In the entries below, find each line bearing the string "Spechtweg" and copy it.

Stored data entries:
┄┄┄┄┄┄┄┄┄┄┄┄┄┄┄┄┄┄┄┄
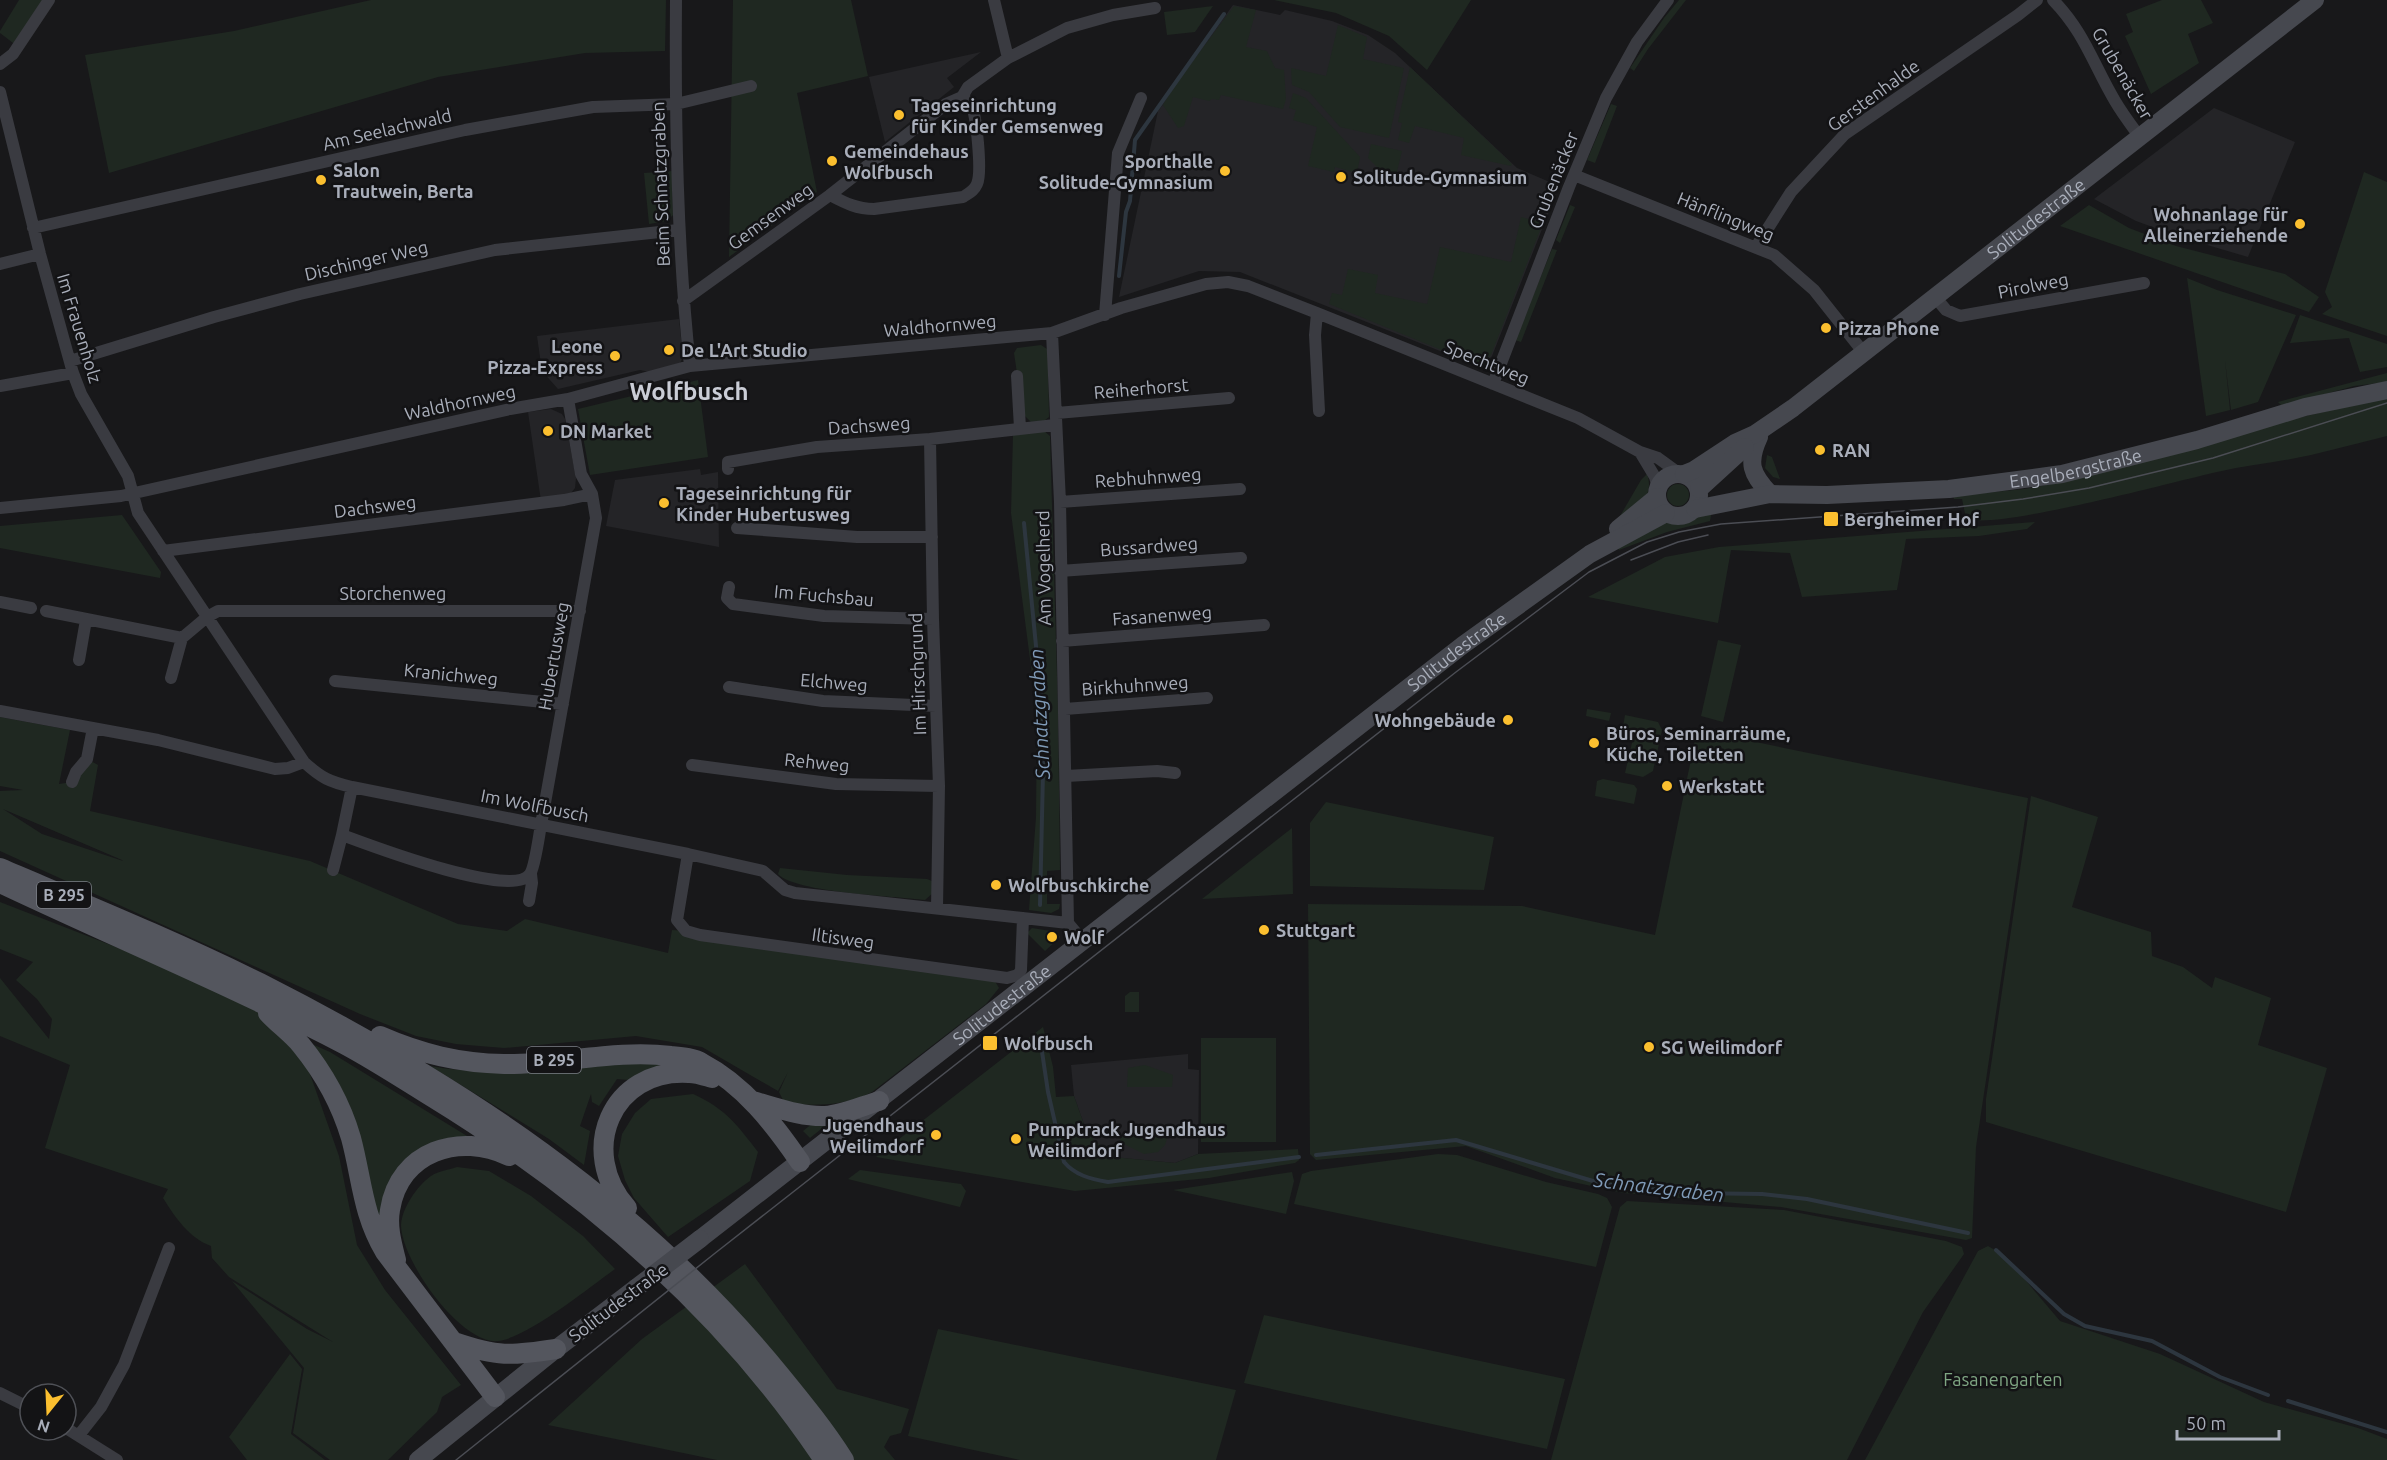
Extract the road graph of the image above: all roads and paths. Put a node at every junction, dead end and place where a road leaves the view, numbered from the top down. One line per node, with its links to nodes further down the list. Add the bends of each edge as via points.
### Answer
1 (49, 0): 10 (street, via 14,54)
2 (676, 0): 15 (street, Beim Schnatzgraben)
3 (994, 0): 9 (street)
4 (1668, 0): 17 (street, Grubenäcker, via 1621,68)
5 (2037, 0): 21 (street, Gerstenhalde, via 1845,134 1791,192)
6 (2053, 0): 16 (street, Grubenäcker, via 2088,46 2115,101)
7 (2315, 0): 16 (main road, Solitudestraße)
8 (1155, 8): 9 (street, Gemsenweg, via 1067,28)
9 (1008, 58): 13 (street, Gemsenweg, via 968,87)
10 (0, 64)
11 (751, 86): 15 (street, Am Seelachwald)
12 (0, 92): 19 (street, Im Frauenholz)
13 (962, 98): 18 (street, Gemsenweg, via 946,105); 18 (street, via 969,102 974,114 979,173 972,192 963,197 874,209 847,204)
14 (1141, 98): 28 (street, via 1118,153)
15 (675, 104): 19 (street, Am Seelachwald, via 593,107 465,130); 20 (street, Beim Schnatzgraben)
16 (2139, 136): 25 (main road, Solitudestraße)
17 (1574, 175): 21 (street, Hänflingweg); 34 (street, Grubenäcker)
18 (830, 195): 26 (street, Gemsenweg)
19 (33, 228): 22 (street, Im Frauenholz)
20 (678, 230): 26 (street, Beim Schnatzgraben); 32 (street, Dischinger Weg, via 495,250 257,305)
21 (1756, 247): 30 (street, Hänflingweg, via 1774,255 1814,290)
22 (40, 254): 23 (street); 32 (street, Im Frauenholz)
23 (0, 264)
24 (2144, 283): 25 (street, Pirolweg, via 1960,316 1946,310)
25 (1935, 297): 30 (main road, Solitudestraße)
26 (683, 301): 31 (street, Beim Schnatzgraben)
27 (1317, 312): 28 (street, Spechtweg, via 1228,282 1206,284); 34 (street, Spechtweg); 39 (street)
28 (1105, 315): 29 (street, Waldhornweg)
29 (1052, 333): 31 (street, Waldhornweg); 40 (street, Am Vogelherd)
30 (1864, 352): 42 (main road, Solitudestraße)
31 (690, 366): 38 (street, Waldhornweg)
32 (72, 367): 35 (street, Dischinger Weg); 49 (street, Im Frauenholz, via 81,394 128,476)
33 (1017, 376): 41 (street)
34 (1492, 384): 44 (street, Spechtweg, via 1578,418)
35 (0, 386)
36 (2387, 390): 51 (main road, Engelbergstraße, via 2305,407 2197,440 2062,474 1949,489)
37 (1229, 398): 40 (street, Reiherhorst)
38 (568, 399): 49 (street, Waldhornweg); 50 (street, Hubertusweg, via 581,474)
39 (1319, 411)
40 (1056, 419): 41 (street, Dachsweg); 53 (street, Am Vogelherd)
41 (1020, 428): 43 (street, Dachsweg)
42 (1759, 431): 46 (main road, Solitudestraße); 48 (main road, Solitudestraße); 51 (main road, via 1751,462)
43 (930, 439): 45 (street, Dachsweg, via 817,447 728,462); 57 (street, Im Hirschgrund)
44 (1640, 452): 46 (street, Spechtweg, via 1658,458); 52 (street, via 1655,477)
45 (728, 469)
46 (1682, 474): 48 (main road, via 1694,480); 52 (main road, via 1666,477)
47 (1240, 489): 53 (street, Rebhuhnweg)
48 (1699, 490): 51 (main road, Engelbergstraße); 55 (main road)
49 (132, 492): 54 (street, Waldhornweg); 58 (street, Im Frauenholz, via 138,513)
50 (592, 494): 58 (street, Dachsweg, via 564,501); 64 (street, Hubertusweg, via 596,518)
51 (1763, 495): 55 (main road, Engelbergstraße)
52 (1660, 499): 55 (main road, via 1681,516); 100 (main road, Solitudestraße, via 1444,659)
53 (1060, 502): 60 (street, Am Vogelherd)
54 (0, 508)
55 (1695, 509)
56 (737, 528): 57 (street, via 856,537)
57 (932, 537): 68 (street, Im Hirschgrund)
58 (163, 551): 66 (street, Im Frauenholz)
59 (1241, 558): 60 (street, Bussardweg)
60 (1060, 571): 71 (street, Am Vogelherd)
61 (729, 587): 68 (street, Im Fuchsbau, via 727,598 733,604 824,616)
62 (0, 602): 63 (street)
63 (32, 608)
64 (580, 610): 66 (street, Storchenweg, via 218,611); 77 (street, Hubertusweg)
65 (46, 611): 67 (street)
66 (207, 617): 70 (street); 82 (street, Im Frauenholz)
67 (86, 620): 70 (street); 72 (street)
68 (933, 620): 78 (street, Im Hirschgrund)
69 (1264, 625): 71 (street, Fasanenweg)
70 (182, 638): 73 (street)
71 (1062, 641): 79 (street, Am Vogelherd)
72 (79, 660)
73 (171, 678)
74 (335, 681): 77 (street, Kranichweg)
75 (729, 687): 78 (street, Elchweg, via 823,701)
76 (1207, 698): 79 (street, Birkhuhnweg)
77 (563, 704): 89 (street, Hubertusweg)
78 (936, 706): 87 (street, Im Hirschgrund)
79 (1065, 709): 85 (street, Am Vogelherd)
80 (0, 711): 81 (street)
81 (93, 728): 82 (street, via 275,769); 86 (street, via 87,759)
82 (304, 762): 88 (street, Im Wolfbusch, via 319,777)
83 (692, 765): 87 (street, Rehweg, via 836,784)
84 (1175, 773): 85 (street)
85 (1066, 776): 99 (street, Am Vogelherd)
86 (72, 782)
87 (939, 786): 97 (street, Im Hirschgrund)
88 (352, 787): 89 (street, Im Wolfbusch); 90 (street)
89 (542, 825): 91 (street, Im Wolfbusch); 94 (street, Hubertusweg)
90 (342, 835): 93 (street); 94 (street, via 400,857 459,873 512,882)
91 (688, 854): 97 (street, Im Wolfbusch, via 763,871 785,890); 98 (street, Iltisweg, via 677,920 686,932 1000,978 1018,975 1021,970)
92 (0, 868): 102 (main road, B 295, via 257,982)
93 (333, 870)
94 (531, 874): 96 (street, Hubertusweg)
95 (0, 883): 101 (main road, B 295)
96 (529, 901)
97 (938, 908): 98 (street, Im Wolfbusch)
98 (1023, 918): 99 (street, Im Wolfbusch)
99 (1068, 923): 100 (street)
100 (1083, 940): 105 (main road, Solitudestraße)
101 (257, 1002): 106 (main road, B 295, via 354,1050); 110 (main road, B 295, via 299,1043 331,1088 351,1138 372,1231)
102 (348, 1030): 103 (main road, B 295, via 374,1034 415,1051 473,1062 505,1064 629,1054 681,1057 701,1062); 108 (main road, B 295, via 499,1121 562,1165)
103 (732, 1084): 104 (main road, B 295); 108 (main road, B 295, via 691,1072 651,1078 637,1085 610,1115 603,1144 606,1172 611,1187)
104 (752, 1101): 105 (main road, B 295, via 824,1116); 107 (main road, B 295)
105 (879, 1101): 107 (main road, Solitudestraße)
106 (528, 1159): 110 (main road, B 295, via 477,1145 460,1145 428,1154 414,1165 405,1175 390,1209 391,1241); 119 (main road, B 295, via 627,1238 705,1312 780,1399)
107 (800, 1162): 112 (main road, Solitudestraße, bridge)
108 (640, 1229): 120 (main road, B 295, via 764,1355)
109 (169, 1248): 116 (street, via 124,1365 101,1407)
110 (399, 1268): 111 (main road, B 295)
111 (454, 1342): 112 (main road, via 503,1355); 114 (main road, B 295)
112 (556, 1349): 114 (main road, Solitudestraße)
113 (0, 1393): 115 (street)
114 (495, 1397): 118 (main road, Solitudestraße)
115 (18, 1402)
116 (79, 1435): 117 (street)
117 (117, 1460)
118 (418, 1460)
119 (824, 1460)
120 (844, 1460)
┄┄┄┄┄┄┄┄┄┄┄┄┄┄┄┄┄┄┄┄
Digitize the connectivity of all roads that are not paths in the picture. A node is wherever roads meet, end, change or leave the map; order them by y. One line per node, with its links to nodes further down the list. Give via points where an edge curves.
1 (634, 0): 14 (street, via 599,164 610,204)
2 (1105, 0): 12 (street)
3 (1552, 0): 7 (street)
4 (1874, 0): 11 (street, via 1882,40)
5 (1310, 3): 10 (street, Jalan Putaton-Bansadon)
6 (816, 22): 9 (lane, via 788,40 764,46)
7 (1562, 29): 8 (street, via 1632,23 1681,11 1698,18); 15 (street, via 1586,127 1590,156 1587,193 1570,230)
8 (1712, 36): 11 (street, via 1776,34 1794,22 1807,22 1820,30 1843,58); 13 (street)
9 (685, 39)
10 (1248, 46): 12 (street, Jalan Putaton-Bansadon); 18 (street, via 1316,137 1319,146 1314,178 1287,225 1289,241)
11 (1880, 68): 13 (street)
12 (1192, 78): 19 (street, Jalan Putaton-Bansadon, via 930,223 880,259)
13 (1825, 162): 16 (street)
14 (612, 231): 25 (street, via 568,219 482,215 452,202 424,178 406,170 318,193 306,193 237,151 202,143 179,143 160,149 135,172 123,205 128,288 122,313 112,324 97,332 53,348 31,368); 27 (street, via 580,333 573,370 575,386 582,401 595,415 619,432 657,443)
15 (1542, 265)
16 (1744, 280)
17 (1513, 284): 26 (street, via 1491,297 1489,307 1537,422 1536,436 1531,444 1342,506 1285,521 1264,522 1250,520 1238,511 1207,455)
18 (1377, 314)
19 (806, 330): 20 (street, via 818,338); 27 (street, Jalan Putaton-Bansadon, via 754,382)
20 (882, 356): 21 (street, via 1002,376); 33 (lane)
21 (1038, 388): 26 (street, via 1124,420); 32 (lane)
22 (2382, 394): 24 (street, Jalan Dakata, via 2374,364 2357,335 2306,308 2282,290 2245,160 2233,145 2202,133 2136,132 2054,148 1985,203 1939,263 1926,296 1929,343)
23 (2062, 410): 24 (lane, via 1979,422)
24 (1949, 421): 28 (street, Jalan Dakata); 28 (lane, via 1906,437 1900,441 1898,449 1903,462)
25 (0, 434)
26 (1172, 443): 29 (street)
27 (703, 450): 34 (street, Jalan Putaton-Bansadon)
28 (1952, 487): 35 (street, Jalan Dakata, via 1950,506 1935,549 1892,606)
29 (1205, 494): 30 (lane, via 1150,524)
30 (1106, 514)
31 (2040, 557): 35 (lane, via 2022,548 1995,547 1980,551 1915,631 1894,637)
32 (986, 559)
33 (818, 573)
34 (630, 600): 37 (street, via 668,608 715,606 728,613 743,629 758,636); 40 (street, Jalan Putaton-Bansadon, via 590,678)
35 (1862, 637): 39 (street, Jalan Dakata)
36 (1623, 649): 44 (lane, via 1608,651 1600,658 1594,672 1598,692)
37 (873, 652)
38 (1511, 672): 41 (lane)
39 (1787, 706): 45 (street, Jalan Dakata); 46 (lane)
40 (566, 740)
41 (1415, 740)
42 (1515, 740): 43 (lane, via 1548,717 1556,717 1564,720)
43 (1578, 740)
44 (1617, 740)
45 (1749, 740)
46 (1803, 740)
┄┄┄┄┄┄┄┄┄┄┄┄┄┄┄┄┄┄┄┄
## Result of the exercise:
27 (1317, 312): 28 (street, Spechtweg, via 1228,282 1206,284); 34 (street, Spechtweg); 39 (street)
34 (1492, 384): 44 (street, Spechtweg, via 1578,418)
44 (1640, 452): 46 (street, Spechtweg, via 1658,458); 52 (street, via 1655,477)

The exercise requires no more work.